You are way overthinking this, if you have the gun I can walk you through it as it really is not very difficult. You actually don't need any CF for the trigger and you don't need the arms of the DR (you can drill through holes) ... but I like to have them as it allows me to absolutely tune in the height of the mech with the track. I find the secret to getting very high shaft stability is to have a shaft that doesn't have to jump down (or up) into a track as it exits the mechanism. The back roller on the DR trigger is the only trigger I know that can release the shaft without a mini jump ... but for best results you want the shaft to be perfectly seated so that when it is released, it also doesn't drop down to the track. Problem is that not all shafts use the same tolerances and the tail height can vary. With wings you can always adjust that by adding or removing tiny washers ... with a pinned mech you are stuck with one setting and I find it is incredibly difficult to get perfect mech height with a pinned trigger ... especially with different shafts ... you just have to compromise and go with one set height that is compatible with a wide range of shafts.

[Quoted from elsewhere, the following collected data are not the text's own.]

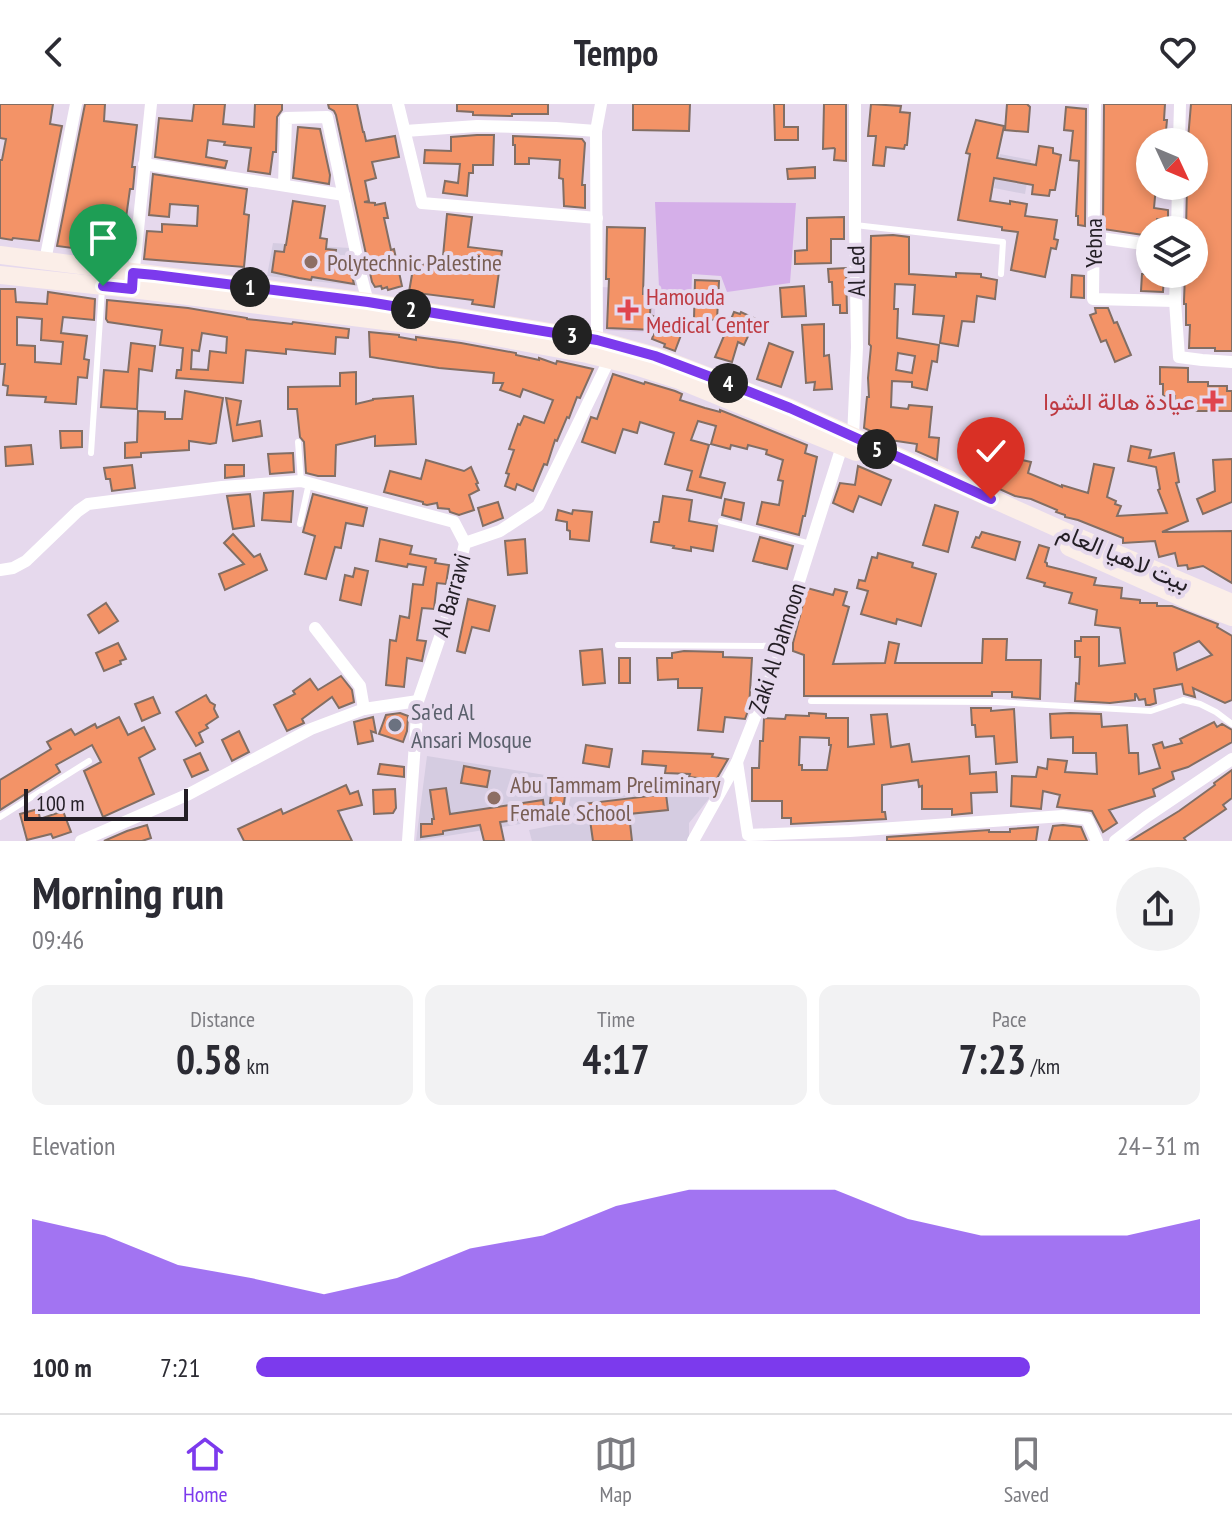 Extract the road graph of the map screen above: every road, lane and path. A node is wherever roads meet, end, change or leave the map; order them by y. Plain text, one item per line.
1 (76, 104) edge
2 (151, 104) edge
3 (398, 104) edge
4 (601, 104) edge
5 (855, 104) edge
6 (1095, 104) edge
7 (1180, 104) edge
8 (1179, 128) edge
9 (405, 131) junction
10 (596, 131) junction
11 (144, 164) junction
12 (284, 185) junction
13 (344, 195) junction
14 (597, 218) junction
15 (855, 225) junction
16 (1093, 237) junction
17 (1136, 243) edge
18 (0, 255) edge
19 (45, 261) junction
20 (1001, 274) dead end
21 (0, 275) edge
22 (133, 281) junction
23 (103, 286) junction
24 (1175, 288) edge
25 (1175, 301) junction
26 (368, 302) junction
27 (597, 340) junction
28 (609, 360) junction
29 (1232, 362) edge
30 (298, 442) dead end
31 (848, 442) junction
32 (91, 453) dead end
33 (305, 482) junction
34 (721, 521) dead end
35 (300, 524) dead end
36 (465, 543) junction
37 (811, 544) junction
38 (0, 570) edge
39 (1232, 603) edge
40 (1232, 617) edge
41 (315, 628) dead end
42 (618, 645) dead end
43 (783, 646) junction
44 (418, 701) junction
45 (811, 701) dead end
46 (364, 709) junction
47 (1232, 724) edge
48 (1232, 759) edge
49 (89, 761) dead end
50 (737, 762) junction
51 (0, 817) edge
52 (81, 841) edge
53 (408, 841) edge
54 (693, 841) edge
55 (1097, 841) edge
56 (1115, 841) edge

1 - 19 street
2 - 11 street
3 - 9 street
4 - 10 street
5 - 15 street, Al Led
6 - 16 street, Yebna
7 - 8 street
9 - 10 street
9 - 14 street
10 - 14 street
11 - 12 street
11 - 22 street
12 - 13 street
12 - 13 street
13 - 26 street
14 - 27 street
15 - 20 lane
15 - 31 street, Al Led
16 - 17 street
16 - 25 street, Yebna
18 - 19 main road, بيت لاهيا العام
19 - 22 main road, بيت لاهيا العام
21 - 23 main road, بيت لاهيا العام
22 - 23 main road, بيت لاهيا العام
22 - 26 main road, بيت لاهيا العام
22 - 28 main road, بيت لاهيا العام
23 - 32 lane
24 - 25 street
25 - 29 street
26 - 27 main road, بيت لاهيا العام
27 - 31 main road, بيت لاهيا العام
28 - 31 main road, بيت لاهيا العام
28 - 36 street, Al Barrawi
30 - 33 lane
31 - 37 street, Zaki Al Dahnoon
31 - 39 main road, بيت لاهيا العام
31 - 40 main road, بيت لاهيا العام
33 - 35 lane
33 - 36 street
33 - 38 street
34 - 37 lane
36 - 44 street, Al Barrawi
37 - 43 street, Zaki Al Dahnoon
41 - 46 street
42 - 43 lane
43 - 50 street, Zaki Al Dahnoon
44 - 46 street
44 - 53 street, Al Barrawi
45 - 47 lane
46 - 52 street
48 - 56 street
49 - 51 lane
50 - 54 street, Zaki Al Dahnoon
50 - 55 street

I looked for pix but unfortunately did not find them yet. But if I remember correctly the mech of the Sigal was very wide ... about 16.5mm ... the DR is only 14.6mm ... so very easy fit and you just need to close the gaps around the mech with epoxy with a high density filler (or milled CF) with dye to keep aesthetics good. If the mech pocket is tight and you have a solid screw in the back ... the mech is not going to go anywhere and the arm screws are not stressed. The back of the DR has a pretty big hole that allows a strong bolt to be used if you need it. But again I like the arms to control mech height.